Steel yourselves for our Blog of the Week this week – Ideas4Dads is talking potty training – and it could get messy…
Here he offers us his Top 10 tips for surviving potty training – do you have any more to add?
‘I think the time has come to initiate ‘Operation Potty Training’ with Dumpling’ High Command mentioned in passing as I suddenly had a flashback to our experiences first time round with Poppet and ‘That poo in our bed’ incident……
So the time had come.
There was no more delaying the inevitable.
Operation Potty Training needed to happen with our middle daughter Dumpling. We’ll have it done and dusted in a couple of days High Command said!!!
Granted in our experience first time round with Poppet it pretty much went to plan but it’s still hard work. And pretty disheartening to watch what would normally be so magically contained in a nappy wreak havoc in the house.

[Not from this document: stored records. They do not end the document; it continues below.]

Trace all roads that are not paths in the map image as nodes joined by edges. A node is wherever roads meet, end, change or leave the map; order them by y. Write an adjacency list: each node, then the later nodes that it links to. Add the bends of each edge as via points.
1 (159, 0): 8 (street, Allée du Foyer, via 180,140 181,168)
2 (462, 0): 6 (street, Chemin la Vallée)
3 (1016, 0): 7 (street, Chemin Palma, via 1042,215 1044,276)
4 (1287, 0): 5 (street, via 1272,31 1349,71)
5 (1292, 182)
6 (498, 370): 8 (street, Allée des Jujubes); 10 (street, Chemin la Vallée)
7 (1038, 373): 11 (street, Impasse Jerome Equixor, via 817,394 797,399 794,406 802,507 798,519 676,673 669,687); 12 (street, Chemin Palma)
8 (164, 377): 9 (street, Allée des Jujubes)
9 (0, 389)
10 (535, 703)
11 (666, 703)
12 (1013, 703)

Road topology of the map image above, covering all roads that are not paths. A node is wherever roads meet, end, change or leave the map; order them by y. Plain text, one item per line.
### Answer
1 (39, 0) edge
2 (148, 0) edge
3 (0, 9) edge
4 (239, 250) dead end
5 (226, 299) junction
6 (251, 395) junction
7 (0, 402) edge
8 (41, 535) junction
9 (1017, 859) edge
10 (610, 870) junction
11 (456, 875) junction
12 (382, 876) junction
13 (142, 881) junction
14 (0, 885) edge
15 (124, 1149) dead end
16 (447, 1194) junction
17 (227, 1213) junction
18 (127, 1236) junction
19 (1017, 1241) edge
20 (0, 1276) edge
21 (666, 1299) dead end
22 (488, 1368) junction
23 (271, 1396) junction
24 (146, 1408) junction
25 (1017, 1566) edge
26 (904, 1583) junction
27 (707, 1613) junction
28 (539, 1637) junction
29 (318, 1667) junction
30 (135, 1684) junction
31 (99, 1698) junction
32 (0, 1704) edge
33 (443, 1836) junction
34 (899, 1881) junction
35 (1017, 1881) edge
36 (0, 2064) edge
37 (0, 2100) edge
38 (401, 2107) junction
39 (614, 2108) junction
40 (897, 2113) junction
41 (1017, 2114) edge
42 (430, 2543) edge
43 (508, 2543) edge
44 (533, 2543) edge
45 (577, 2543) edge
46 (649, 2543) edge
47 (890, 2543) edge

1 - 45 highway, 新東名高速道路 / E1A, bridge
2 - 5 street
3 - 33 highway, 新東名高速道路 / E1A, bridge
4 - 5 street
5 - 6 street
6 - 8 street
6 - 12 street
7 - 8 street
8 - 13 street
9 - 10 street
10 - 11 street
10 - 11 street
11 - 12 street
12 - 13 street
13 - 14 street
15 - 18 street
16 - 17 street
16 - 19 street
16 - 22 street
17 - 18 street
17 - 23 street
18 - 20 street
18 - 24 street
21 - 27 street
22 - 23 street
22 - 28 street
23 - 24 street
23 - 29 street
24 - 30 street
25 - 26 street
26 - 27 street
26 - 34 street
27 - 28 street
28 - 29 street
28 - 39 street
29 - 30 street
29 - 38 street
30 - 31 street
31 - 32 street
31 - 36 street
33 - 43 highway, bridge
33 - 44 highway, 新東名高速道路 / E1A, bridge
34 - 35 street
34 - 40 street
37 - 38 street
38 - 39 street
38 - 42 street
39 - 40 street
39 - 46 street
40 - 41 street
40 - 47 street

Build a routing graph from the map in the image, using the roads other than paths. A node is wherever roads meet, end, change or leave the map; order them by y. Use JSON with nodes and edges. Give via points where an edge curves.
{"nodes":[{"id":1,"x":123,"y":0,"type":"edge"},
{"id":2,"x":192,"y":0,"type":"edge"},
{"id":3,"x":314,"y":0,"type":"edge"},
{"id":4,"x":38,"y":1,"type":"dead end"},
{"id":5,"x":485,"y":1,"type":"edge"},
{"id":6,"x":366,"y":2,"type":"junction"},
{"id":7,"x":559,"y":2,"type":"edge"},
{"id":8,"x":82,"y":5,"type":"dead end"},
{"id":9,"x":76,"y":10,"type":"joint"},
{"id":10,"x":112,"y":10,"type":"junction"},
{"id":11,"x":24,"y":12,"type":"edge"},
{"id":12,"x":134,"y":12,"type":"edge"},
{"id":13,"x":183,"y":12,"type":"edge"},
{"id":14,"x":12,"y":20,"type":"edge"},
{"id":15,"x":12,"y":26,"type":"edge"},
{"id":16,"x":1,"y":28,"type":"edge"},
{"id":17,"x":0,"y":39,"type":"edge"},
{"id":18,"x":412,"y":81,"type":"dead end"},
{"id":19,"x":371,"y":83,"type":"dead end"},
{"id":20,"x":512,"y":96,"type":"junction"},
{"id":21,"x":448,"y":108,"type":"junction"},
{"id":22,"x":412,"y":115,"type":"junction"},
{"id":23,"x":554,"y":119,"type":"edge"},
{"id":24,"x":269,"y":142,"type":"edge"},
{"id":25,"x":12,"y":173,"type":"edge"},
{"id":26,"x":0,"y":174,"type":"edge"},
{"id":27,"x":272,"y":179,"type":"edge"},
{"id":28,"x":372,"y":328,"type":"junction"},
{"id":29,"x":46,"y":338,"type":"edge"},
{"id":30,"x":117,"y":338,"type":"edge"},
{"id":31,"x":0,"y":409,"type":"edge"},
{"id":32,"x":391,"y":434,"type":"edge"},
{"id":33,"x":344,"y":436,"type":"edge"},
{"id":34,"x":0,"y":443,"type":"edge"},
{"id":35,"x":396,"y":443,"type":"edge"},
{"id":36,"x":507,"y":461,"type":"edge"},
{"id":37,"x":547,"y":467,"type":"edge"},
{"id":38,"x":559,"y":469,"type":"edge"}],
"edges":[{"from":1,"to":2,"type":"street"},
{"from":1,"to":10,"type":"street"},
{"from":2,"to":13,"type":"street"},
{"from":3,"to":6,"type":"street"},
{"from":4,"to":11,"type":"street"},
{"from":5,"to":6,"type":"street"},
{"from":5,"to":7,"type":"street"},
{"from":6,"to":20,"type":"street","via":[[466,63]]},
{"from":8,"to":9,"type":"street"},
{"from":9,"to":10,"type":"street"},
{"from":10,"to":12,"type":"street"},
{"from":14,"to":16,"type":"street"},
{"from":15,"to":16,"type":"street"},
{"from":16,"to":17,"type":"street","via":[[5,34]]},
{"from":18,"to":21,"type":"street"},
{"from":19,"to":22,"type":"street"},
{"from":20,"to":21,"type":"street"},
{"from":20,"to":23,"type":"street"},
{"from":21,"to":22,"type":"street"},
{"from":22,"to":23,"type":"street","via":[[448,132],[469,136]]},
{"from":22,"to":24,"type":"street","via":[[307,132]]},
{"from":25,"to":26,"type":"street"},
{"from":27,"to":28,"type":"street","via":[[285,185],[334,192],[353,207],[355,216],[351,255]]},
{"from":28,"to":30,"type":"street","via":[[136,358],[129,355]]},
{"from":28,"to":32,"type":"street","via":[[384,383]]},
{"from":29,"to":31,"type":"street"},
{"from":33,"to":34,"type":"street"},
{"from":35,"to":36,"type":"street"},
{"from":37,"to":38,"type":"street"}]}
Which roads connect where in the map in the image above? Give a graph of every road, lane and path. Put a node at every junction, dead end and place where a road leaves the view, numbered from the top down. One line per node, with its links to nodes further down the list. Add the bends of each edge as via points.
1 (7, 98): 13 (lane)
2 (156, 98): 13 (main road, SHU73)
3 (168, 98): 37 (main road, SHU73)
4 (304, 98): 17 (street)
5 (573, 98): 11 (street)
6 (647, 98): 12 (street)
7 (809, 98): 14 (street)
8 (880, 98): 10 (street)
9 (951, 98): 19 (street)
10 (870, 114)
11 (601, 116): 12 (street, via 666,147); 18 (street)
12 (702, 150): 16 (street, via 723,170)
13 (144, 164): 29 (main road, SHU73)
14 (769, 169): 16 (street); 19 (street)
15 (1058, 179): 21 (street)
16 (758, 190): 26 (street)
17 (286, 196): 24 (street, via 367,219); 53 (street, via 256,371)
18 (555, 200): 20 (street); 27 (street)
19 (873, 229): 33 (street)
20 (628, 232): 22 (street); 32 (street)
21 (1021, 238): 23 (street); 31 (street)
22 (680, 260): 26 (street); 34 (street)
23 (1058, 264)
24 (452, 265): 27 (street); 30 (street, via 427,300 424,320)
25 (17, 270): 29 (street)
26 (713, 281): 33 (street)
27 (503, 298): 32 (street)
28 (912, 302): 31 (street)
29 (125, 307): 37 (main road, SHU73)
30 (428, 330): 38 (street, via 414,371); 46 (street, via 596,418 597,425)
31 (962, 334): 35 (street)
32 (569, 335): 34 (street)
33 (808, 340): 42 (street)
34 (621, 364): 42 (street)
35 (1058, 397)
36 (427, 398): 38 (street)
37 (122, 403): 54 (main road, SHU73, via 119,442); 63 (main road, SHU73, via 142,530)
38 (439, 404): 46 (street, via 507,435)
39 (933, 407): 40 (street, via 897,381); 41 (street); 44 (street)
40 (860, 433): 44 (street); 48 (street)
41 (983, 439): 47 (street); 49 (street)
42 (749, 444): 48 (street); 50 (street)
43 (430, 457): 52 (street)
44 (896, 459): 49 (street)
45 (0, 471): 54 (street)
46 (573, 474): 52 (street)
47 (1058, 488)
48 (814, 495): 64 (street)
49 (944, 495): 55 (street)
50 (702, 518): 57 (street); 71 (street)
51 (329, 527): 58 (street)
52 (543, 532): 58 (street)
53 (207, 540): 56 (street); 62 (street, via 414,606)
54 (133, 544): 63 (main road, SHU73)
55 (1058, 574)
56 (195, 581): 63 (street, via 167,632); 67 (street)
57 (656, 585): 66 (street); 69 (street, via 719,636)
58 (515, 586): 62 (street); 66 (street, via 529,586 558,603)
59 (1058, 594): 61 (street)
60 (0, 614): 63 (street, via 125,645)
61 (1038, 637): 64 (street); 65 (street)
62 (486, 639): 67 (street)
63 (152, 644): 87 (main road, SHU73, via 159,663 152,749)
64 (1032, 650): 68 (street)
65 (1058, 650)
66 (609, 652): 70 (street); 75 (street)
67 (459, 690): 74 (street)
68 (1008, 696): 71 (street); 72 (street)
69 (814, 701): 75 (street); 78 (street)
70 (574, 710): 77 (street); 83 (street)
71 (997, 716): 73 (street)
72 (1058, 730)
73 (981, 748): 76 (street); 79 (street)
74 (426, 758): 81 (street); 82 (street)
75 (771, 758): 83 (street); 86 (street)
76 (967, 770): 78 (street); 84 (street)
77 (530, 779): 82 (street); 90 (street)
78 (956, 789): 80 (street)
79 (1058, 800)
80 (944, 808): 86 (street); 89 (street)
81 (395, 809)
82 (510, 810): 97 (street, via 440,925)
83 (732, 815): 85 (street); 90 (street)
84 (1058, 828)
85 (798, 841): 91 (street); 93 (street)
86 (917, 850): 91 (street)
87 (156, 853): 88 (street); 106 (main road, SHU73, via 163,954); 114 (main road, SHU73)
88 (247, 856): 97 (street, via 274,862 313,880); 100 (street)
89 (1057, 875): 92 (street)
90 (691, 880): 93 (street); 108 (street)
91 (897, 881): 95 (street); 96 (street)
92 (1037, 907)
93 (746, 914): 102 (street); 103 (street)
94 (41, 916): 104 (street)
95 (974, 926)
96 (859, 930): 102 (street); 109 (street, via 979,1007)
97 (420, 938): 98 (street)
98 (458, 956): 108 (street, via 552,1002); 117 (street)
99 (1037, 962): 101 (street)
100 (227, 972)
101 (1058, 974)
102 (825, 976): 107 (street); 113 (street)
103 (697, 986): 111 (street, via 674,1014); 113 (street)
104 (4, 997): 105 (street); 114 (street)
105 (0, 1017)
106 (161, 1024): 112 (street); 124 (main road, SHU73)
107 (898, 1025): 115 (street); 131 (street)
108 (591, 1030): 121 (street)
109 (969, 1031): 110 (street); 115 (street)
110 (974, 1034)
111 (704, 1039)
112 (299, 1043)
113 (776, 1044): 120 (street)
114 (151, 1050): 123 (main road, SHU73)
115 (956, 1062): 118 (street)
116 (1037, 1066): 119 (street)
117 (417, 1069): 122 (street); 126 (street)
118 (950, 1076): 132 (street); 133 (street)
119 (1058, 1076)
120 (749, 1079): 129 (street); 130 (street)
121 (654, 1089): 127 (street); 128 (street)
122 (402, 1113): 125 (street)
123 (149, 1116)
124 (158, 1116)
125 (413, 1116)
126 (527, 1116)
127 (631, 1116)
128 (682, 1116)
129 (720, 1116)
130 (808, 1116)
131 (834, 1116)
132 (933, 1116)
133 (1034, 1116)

So after nailing Operation Potty Training for the second time here are my Top 10 Tips for navigating through the chocolatey minefield of potty training:
– Purchase an array of potties, preferably one for each room, so that you are never more than 10 feet away from one to whisk under your beloved’s bare backside as soon aa they look like they are about to mark their territory
– Caveat to the above…..make sure you don’t make that fatal mistake of buying different coloured potties as they WILL demand, at that last crucial moment, that they in fact want the red one and merrily run off to find it as they leave a gushing trail of pee in their wake!!
– Clear your diary so that you don’t have to go anywhere during the Operation and if possible plan to do whilst the weather is nice so the garden can take the brunt of the urine/faeces onslaught because let’s be honest scrubbing pee out of the carpet is one of the less glamorous sides to parenting!!!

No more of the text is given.